▸ **WHAT YOU ARE ASKED TO DO**: Print the whole listing below exactly as given, pictures excluded.

**** TASK DATA ****

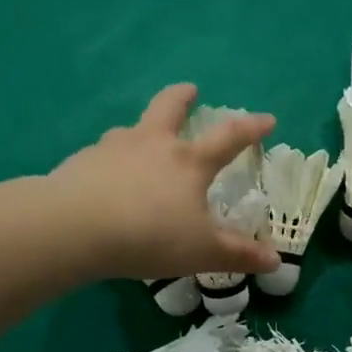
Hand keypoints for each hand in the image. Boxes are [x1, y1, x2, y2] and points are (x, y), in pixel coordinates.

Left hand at [46, 85, 279, 280]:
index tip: (267, 119)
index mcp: (189, 162)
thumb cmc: (151, 236)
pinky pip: (102, 156)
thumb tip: (275, 261)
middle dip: (183, 97)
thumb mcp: (203, 252)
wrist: (75, 228)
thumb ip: (239, 255)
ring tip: (142, 140)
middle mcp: (153, 145)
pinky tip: (106, 179)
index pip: (229, 138)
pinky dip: (111, 161)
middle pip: (169, 108)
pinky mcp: (82, 163)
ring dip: (142, 129)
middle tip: (190, 90)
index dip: (251, 128)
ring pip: (132, 129)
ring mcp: (113, 149)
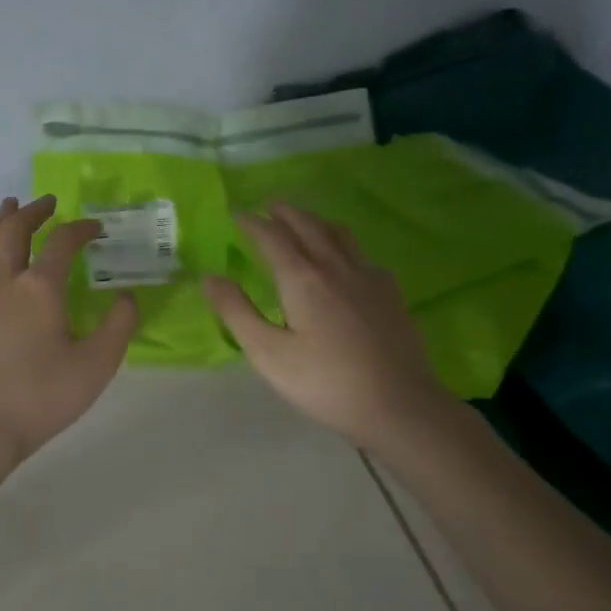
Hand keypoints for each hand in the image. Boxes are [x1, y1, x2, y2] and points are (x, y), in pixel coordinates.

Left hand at [0, 195, 138, 471]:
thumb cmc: (41, 397)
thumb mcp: (97, 365)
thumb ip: (119, 326)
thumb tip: (127, 296)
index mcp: (41, 288)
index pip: (63, 242)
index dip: (81, 228)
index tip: (95, 228)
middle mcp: (3, 282)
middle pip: (14, 232)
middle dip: (33, 212)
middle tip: (46, 202)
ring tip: (7, 209)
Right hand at [204, 203, 457, 449]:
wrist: (399, 405)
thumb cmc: (325, 382)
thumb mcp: (268, 353)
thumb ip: (237, 312)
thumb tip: (210, 277)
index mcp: (302, 278)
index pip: (272, 237)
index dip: (252, 223)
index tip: (237, 214)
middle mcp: (336, 266)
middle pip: (308, 226)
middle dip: (285, 212)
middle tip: (268, 205)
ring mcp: (368, 277)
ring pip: (339, 234)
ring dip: (315, 221)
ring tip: (303, 221)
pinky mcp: (390, 293)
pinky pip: (361, 253)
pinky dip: (342, 244)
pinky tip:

****

▸ **EXPECTED OUTPUT**:
Hand keypoints for each hand in the image. Boxes are [x1, y1, x2, y2] and points are (x, y), in pixel coordinates.

Left hand at [46, 85, 279, 280]:
index tip: (267, 119)
index mcp: (189, 162)
thumb cmc: (151, 236)
pinky pip: (102, 156)
thumb tip: (275, 261)
middle dip: (183, 97)
thumb mcp: (203, 252)
wrist: (75, 228)
thumb ip: (239, 255)
ring tip: (142, 140)
middle mcp: (153, 145)
pinky tip: (106, 179)
index pip: (229, 138)
pinky dip: (111, 161)
middle pip: (169, 108)
pinky mcp: (82, 163)
ring dip: (142, 129)
middle tip: (190, 90)
index dip: (251, 128)
ring pip: (132, 129)
ring mcp: (113, 149)
Hand keypoints for each hand in the image. Boxes are [x1, y1, x2, y2] and points are (x, y), in pixel coordinates.

Left hand at [0, 195, 138, 471]:
thumb cmc: (41, 397)
thumb mcp: (97, 365)
thumb ip: (119, 326)
thumb tip: (127, 296)
index mcp: (41, 288)
index pip: (63, 242)
index dip: (81, 228)
index tip: (95, 228)
middle mcp: (3, 282)
middle pip: (14, 232)
middle dip: (33, 212)
middle tip: (46, 202)
ring tip: (7, 209)
Right hand at [204, 203, 457, 449]:
wrist: (399, 405)
thumb cmc: (325, 382)
thumb mcp: (268, 353)
thumb ip: (237, 312)
thumb tip: (210, 277)
index mcp: (302, 278)
index pip: (272, 237)
index dip: (252, 223)
index tip: (237, 214)
middle mcp: (336, 266)
middle pip: (308, 226)
middle dip: (285, 212)
middle tip: (268, 205)
ring mcp: (368, 277)
ring pip: (339, 234)
ring dip: (315, 221)
ring tip: (303, 221)
pinky mcp: (390, 293)
pinky pip: (361, 253)
pinky dip: (342, 244)
pinky tip:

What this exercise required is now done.